About this exercise:
Give back every record that follows, exactly as written.

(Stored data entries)
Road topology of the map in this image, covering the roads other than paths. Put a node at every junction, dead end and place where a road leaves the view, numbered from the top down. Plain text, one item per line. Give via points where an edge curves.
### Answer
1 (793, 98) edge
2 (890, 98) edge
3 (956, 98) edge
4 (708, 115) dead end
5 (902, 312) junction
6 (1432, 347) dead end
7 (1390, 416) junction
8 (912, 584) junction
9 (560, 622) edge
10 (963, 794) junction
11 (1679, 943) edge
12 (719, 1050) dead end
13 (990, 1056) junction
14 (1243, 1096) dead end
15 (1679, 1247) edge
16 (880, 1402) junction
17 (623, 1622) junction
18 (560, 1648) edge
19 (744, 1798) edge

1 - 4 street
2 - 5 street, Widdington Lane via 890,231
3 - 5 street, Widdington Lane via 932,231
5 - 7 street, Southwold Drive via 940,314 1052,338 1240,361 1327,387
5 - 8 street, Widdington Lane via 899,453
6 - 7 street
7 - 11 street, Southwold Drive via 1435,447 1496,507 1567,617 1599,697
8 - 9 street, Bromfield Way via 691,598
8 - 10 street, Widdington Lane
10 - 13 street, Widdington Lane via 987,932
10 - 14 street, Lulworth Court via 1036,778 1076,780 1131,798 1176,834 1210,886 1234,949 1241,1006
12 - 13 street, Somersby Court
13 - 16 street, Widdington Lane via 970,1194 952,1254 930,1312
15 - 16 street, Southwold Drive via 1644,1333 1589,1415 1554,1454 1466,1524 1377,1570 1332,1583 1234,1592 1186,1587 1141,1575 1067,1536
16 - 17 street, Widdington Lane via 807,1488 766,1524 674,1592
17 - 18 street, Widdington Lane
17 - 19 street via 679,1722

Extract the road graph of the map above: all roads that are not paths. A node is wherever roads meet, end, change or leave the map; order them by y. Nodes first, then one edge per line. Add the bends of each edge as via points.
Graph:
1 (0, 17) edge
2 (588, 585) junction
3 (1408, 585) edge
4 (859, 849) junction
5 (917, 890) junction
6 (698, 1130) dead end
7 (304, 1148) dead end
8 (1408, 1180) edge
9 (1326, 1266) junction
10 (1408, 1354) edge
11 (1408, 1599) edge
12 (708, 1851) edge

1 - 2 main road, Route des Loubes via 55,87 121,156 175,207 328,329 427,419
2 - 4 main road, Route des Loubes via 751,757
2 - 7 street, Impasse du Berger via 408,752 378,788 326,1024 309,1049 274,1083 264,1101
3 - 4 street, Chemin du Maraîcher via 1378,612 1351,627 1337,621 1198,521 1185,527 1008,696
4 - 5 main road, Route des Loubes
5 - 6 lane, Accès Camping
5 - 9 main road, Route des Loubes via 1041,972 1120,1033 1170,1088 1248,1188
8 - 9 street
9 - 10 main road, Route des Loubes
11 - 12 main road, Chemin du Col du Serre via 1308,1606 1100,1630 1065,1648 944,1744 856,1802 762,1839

Result:
Road topology of the map in this image, covering the roads other than paths. Put a node at every junction, dead end and place where a road leaves the view, numbered from the top down. Plain text, one item per line. Give via points where an edge curves.
### Answer
1 (793, 98) edge
2 (890, 98) edge
3 (956, 98) edge
4 (708, 115) dead end
5 (902, 312) junction
6 (1432, 347) dead end
7 (1390, 416) junction
8 (912, 584) junction
9 (560, 622) edge
10 (963, 794) junction
11 (1679, 943) edge
12 (719, 1050) dead end
13 (990, 1056) junction
14 (1243, 1096) dead end
15 (1679, 1247) edge
16 (880, 1402) junction
17 (623, 1622) junction
18 (560, 1648) edge
19 (744, 1798) edge

1 - 4 street
2 - 5 street, Widdington Lane via 890,231
3 - 5 street, Widdington Lane via 932,231
5 - 7 street, Southwold Drive via 940,314 1052,338 1240,361 1327,387
5 - 8 street, Widdington Lane via 899,453
6 - 7 street
7 - 11 street, Southwold Drive via 1435,447 1496,507 1567,617 1599,697
8 - 9 street, Bromfield Way via 691,598
8 - 10 street, Widdington Lane
10 - 13 street, Widdington Lane via 987,932
10 - 14 street, Lulworth Court via 1036,778 1076,780 1131,798 1176,834 1210,886 1234,949 1241,1006
12 - 13 street, Somersby Court
13 - 16 street, Widdington Lane via 970,1194 952,1254 930,1312
15 - 16 street, Southwold Drive via 1644,1333 1589,1415 1554,1454 1466,1524 1377,1570 1332,1583 1234,1592 1186,1587 1141,1575 1067,1536
16 - 17 street, Widdington Lane via 807,1488 766,1524 674,1592
17 - 18 street, Widdington Lane
17 - 19 street via 679,1722

Extract the road graph of the map above: all roads that are not paths. A node is wherever roads meet, end, change or leave the map; order them by y. Nodes first, then one edge per line. Add the bends of each edge as via points.
Graph:
1 (0, 17) edge
2 (588, 585) junction
3 (1408, 585) edge
4 (859, 849) junction
5 (917, 890) junction
6 (698, 1130) dead end
7 (304, 1148) dead end
8 (1408, 1180) edge
9 (1326, 1266) junction
10 (1408, 1354) edge
11 (1408, 1599) edge
12 (708, 1851) edge

1 - 2 main road, Route des Loubes via 55,87 121,156 175,207 328,329 427,419
2 - 4 main road, Route des Loubes via 751,757
2 - 7 street, Impasse du Berger via 408,752 378,788 326,1024 309,1049 274,1083 264,1101
3 - 4 street, Chemin du Maraîcher via 1378,612 1351,627 1337,621 1198,521 1185,527 1008,696
4 - 5 main road, Route des Loubes
5 - 6 lane, Accès Camping
5 - 9 main road, Route des Loubes via 1041,972 1120,1033 1170,1088 1248,1188
8 - 9 street
9 - 10 main road, Route des Loubes
11 - 12 main road, Chemin du Col du Serre via 1308,1606 1100,1630 1065,1648 944,1744 856,1802 762,1839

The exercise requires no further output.